__Task directions__
The output should be every line below that includes the word "curves".

__Dataset extract__
──────────────────────────────

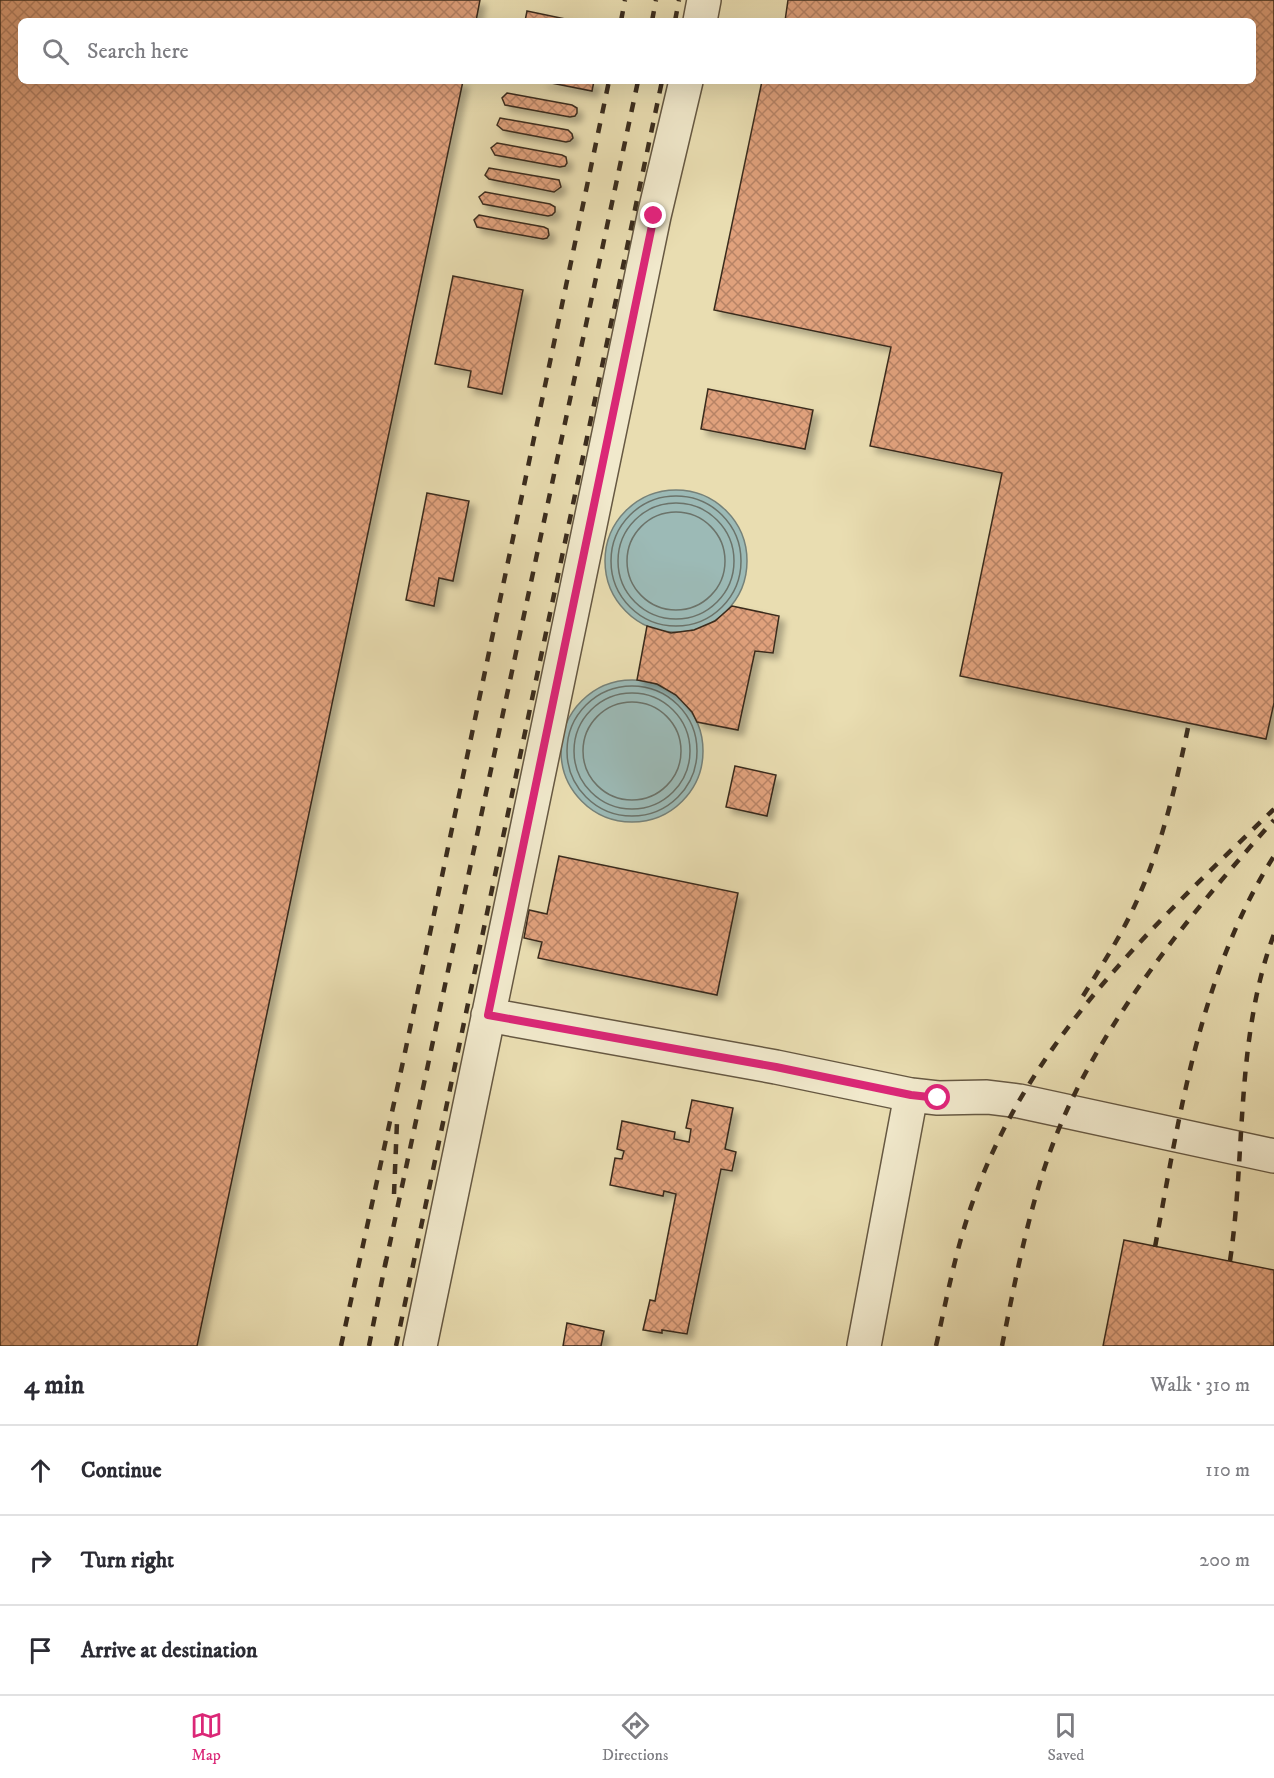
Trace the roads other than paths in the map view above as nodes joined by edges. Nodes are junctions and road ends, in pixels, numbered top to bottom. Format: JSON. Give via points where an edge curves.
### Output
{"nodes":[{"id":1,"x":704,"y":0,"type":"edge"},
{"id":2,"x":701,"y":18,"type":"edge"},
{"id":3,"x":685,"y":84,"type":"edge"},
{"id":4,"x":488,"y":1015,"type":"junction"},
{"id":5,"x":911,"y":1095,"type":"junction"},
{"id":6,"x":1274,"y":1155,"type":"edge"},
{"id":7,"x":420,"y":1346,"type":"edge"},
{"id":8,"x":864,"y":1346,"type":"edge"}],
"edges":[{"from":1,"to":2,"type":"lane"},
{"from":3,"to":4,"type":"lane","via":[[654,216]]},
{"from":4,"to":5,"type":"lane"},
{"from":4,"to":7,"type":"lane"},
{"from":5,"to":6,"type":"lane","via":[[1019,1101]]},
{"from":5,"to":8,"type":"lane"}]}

──────────────────────────────

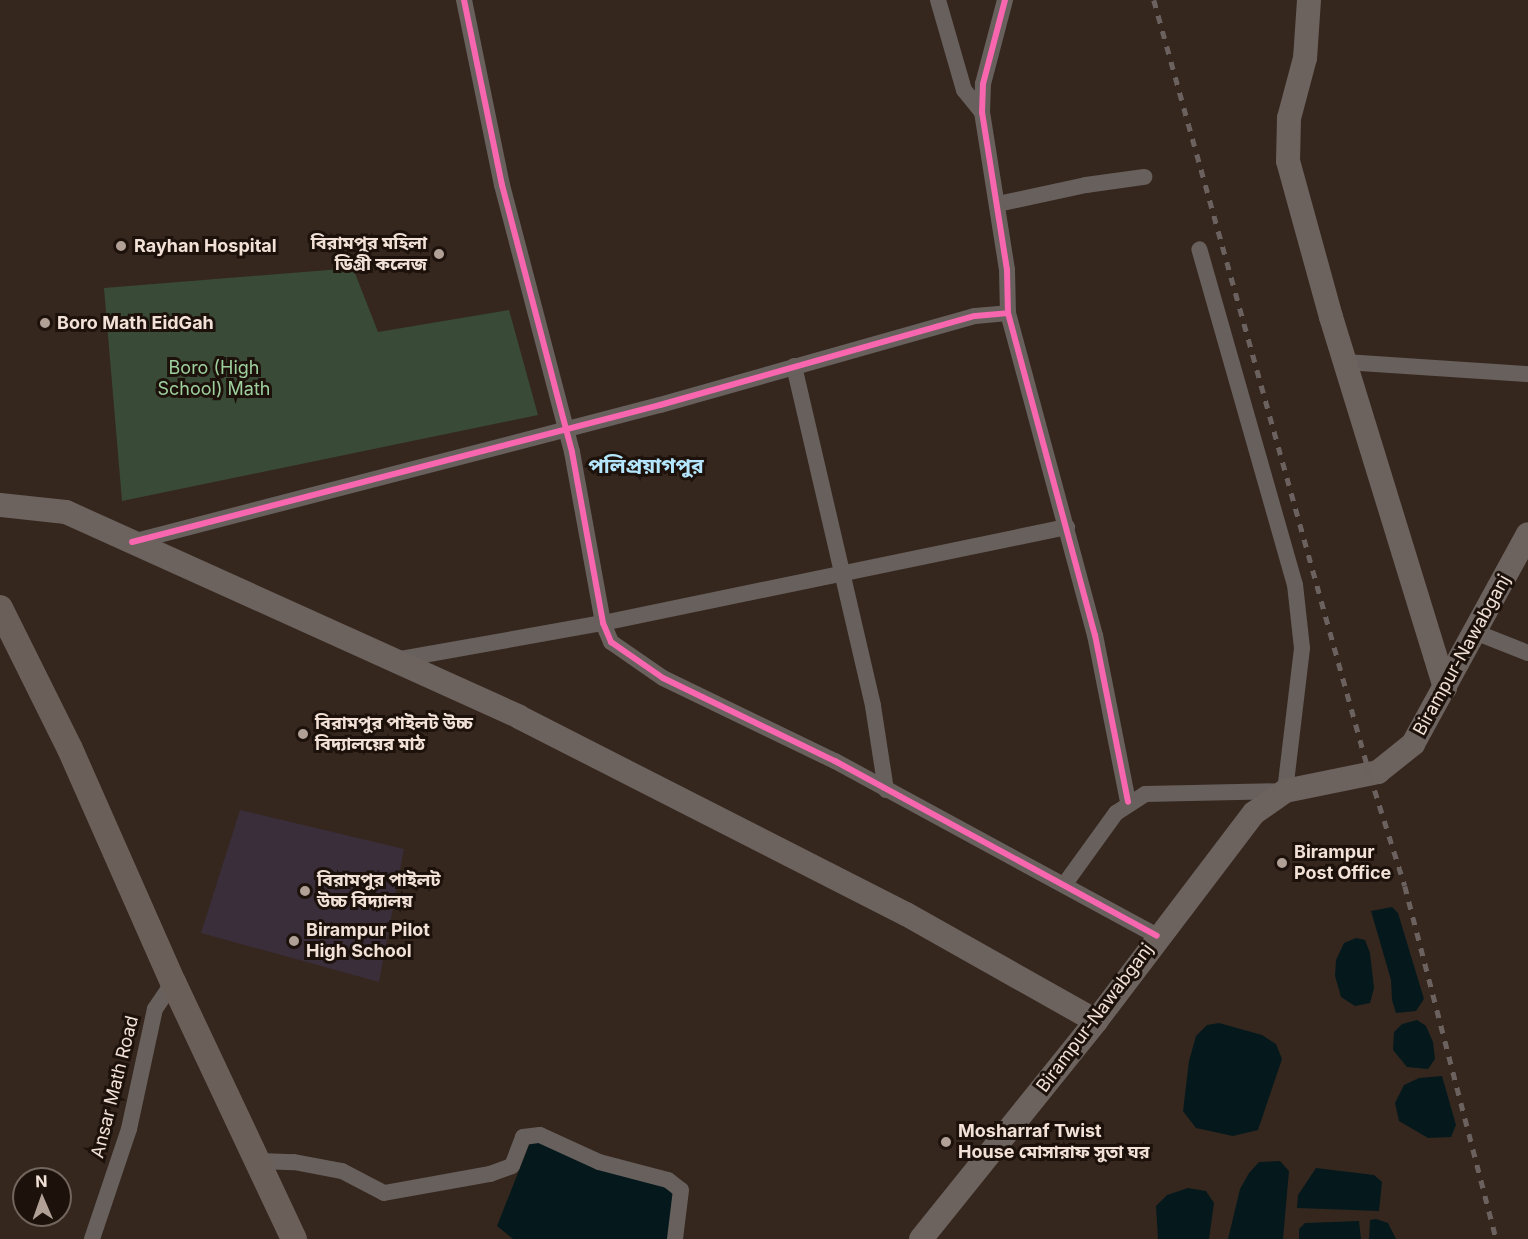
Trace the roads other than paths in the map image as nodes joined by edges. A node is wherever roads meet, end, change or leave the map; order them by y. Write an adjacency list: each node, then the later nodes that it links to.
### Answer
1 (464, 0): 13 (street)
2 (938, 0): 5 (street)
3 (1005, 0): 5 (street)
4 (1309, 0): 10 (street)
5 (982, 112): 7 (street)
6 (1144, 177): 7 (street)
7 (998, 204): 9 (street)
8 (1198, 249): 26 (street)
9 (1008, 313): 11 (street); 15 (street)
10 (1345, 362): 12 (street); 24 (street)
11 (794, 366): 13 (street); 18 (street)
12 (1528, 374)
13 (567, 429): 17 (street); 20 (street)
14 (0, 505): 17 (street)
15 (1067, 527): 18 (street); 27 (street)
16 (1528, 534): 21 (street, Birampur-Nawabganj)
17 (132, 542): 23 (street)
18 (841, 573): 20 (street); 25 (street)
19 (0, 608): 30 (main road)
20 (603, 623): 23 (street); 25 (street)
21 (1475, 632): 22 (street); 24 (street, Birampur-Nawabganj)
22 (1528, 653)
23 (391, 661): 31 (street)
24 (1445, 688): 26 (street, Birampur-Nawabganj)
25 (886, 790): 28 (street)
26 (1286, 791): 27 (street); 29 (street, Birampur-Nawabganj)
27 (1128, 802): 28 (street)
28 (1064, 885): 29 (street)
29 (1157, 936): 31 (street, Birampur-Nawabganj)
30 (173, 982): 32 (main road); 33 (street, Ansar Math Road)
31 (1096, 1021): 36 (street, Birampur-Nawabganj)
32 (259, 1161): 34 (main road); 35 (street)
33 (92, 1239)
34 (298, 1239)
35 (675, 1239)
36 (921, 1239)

──────────────────────────────

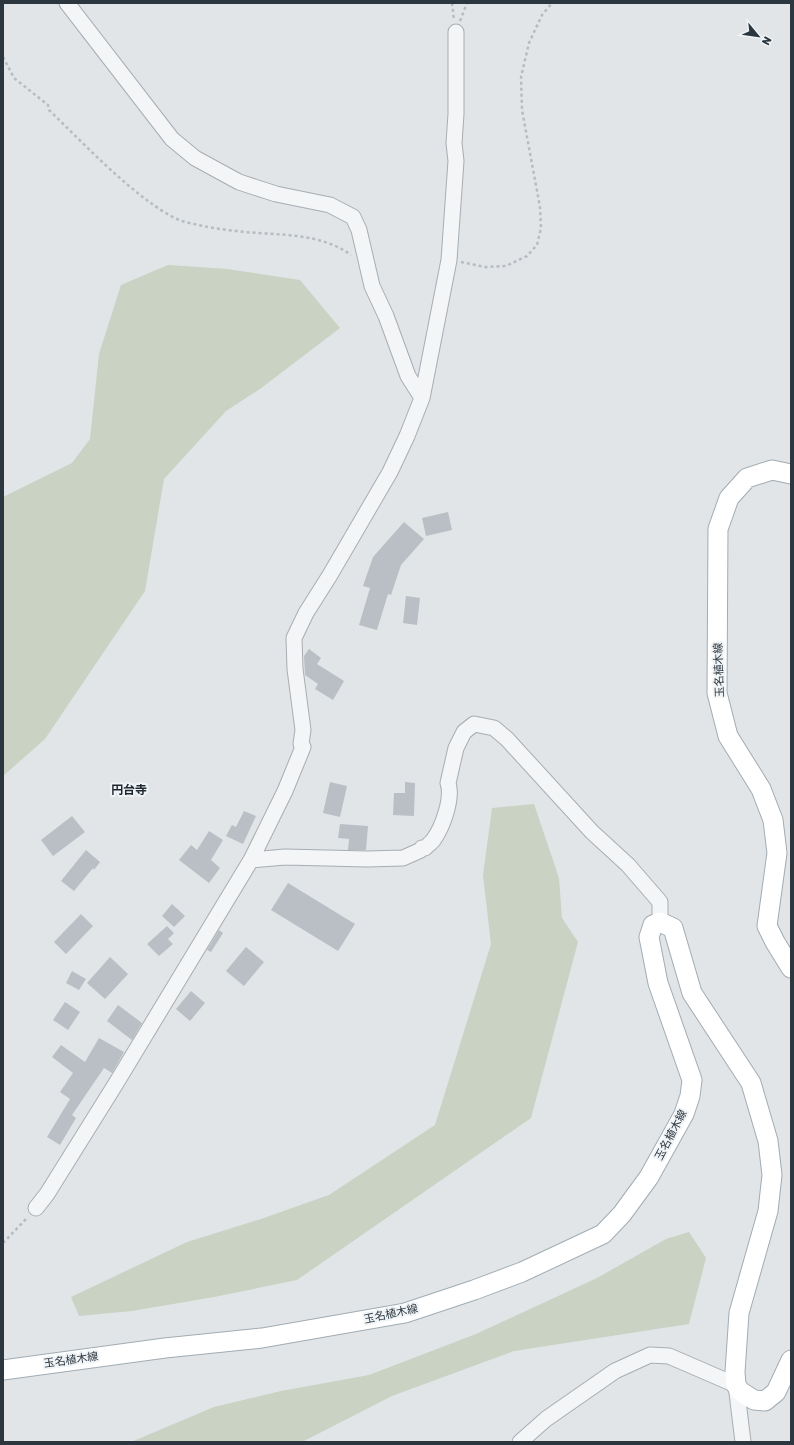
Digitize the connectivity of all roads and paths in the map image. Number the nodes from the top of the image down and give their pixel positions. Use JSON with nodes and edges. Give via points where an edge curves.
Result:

──────────────────────────────

__Solution__
Trace the roads other than paths in the map view above as nodes joined by edges. Nodes are junctions and road ends, in pixels, numbered top to bottom. Format: JSON. Give via points where an edge curves.
Digitize the connectivity of all roads and paths in the map image. Number the nodes from the top of the image down and give their pixel positions. Use JSON with nodes and edges. Give via points where an edge curves.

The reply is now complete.